BEGIN MATERIAL SUPPLIED
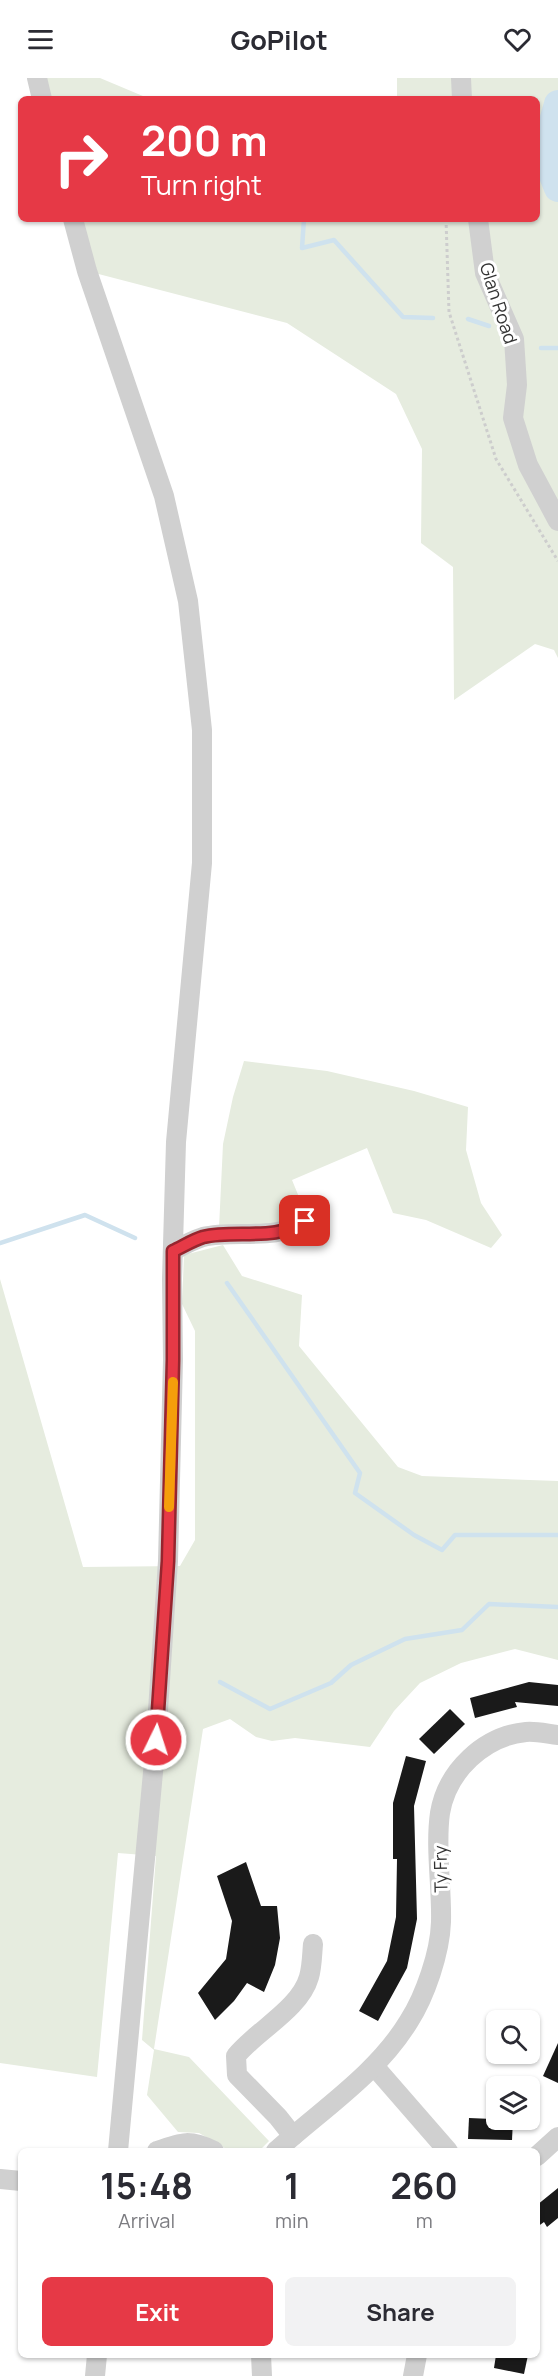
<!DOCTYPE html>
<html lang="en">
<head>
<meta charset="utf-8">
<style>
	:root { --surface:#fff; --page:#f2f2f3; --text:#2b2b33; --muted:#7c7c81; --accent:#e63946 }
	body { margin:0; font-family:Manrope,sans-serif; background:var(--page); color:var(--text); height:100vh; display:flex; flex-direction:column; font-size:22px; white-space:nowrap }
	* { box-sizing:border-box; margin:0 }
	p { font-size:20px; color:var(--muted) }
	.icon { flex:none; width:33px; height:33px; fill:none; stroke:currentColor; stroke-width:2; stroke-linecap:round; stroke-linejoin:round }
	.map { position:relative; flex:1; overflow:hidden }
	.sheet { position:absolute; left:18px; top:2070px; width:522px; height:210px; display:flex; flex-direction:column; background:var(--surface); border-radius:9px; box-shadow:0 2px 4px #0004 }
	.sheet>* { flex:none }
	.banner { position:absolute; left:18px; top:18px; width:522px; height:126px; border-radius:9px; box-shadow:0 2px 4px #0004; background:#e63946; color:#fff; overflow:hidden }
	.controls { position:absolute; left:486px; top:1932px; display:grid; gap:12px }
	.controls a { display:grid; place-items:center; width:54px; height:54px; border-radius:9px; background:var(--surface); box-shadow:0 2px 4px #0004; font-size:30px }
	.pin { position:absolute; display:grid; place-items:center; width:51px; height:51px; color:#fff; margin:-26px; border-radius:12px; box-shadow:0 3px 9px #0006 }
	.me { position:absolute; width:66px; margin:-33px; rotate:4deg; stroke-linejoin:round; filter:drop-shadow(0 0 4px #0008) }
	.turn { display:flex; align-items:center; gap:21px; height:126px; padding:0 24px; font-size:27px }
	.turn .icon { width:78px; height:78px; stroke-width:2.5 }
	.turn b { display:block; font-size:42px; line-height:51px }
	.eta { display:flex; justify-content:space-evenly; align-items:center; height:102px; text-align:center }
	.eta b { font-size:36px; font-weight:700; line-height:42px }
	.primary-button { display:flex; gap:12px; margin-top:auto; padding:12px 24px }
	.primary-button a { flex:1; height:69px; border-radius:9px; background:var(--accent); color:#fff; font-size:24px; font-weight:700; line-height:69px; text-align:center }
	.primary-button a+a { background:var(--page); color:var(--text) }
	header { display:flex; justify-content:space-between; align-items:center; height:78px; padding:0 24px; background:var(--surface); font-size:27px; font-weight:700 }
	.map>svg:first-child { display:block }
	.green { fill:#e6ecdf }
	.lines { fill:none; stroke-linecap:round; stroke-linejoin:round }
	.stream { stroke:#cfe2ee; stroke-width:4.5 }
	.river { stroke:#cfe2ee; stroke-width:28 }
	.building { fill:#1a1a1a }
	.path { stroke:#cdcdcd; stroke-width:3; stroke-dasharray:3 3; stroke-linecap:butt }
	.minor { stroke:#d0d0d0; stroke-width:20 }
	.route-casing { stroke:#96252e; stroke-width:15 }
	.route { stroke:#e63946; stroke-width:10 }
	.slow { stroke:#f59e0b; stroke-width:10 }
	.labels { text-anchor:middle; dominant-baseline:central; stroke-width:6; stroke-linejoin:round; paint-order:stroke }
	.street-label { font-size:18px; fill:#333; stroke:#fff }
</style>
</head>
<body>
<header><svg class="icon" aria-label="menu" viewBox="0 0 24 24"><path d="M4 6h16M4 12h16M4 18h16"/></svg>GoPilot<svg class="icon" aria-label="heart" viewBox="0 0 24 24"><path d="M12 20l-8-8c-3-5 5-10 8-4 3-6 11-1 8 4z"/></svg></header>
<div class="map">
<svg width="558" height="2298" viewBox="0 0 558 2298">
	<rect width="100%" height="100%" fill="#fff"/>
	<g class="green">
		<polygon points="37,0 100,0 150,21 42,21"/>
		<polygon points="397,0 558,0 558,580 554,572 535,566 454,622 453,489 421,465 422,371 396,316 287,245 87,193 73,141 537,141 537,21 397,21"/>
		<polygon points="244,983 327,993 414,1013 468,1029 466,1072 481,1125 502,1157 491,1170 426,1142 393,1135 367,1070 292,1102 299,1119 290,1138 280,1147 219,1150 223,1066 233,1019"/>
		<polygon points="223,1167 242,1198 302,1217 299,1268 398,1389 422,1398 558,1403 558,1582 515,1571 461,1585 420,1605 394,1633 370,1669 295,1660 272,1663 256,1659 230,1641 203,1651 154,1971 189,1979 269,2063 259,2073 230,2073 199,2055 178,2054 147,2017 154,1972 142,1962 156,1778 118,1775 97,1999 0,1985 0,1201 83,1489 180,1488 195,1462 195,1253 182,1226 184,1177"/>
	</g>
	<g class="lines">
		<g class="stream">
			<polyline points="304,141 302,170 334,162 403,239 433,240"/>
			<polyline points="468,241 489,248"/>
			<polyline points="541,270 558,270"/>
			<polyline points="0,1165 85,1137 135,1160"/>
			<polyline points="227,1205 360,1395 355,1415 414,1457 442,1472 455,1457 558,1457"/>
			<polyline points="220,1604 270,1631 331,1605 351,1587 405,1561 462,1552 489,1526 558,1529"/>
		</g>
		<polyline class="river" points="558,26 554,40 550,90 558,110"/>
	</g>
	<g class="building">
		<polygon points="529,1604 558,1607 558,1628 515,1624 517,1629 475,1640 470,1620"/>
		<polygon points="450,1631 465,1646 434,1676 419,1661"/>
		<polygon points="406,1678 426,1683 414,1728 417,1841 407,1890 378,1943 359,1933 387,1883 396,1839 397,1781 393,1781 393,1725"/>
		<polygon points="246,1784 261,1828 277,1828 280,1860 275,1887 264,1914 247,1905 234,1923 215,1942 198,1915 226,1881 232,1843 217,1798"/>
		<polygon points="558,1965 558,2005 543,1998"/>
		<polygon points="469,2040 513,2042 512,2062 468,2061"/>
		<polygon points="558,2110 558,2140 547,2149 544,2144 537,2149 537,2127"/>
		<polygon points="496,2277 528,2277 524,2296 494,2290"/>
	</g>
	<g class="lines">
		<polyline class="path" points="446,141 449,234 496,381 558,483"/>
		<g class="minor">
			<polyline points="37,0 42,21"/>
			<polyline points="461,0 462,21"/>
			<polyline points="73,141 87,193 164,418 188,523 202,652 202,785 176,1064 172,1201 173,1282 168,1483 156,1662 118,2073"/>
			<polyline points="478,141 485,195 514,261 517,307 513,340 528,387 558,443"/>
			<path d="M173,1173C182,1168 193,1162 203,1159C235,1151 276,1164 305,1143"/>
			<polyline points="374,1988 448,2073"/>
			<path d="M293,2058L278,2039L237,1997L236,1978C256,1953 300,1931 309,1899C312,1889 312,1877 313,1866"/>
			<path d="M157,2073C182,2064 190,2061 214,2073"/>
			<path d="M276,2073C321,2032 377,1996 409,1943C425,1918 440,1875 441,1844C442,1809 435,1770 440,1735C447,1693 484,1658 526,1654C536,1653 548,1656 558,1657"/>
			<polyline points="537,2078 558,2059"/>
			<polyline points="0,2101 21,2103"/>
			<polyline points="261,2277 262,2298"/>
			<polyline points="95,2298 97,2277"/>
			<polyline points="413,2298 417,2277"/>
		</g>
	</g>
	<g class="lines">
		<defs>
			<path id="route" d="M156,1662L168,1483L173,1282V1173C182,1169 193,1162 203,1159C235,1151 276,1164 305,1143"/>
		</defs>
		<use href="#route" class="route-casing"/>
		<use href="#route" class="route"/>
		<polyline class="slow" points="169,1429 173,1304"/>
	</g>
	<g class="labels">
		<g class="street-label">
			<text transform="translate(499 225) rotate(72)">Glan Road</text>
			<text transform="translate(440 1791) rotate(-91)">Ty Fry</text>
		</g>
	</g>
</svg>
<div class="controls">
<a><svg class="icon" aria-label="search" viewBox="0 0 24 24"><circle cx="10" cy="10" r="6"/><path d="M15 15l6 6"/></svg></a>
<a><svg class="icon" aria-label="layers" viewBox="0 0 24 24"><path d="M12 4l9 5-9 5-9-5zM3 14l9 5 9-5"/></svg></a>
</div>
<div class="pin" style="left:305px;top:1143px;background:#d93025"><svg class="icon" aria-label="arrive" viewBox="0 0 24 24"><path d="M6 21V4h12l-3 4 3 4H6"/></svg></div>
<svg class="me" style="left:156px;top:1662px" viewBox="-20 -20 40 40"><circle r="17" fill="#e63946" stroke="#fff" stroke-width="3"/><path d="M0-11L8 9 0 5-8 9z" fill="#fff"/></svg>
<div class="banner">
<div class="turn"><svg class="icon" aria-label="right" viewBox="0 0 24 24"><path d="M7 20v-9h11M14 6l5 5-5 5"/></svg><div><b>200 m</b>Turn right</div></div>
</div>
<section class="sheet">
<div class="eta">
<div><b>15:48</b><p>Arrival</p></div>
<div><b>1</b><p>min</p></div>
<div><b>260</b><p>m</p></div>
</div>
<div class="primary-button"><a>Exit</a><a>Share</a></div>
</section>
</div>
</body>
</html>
END MATERIAL SUPPLIED
_ACTIVITY_
Please give back exactly the lines from the first line of the records above through the line containing "position:absolute; display:grid; place-items:center;", only those and both included, with the pictures removed.

_ANSWER TO THE EXERCISE_
<!DOCTYPE html>
<html lang="en">
<head>
<meta charset="utf-8">
<style>
	:root { --surface:#fff; --page:#f2f2f3; --text:#2b2b33; --muted:#7c7c81; --accent:#e63946 }
	body { margin:0; font-family:Manrope,sans-serif; background:var(--page); color:var(--text); height:100vh; display:flex; flex-direction:column; font-size:22px; white-space:nowrap }
	* { box-sizing:border-box; margin:0 }
	p { font-size:20px; color:var(--muted) }
	.icon { flex:none; width:33px; height:33px; fill:none; stroke:currentColor; stroke-width:2; stroke-linecap:round; stroke-linejoin:round }
	.map { position:relative; flex:1; overflow:hidden }
	.sheet { position:absolute; left:18px; top:2070px; width:522px; height:210px; display:flex; flex-direction:column; background:var(--surface); border-radius:9px; box-shadow:0 2px 4px #0004 }
	.sheet>* { flex:none }
	.banner { position:absolute; left:18px; top:18px; width:522px; height:126px; border-radius:9px; box-shadow:0 2px 4px #0004; background:#e63946; color:#fff; overflow:hidden }
	.controls { position:absolute; left:486px; top:1932px; display:grid; gap:12px }
	.controls a { display:grid; place-items:center; width:54px; height:54px; border-radius:9px; background:var(--surface); box-shadow:0 2px 4px #0004; font-size:30px }
	.pin { position:absolute; display:grid; place-items:center; width:51px; height:51px; color:#fff; margin:-26px; border-radius:12px; box-shadow:0 3px 9px #0006 }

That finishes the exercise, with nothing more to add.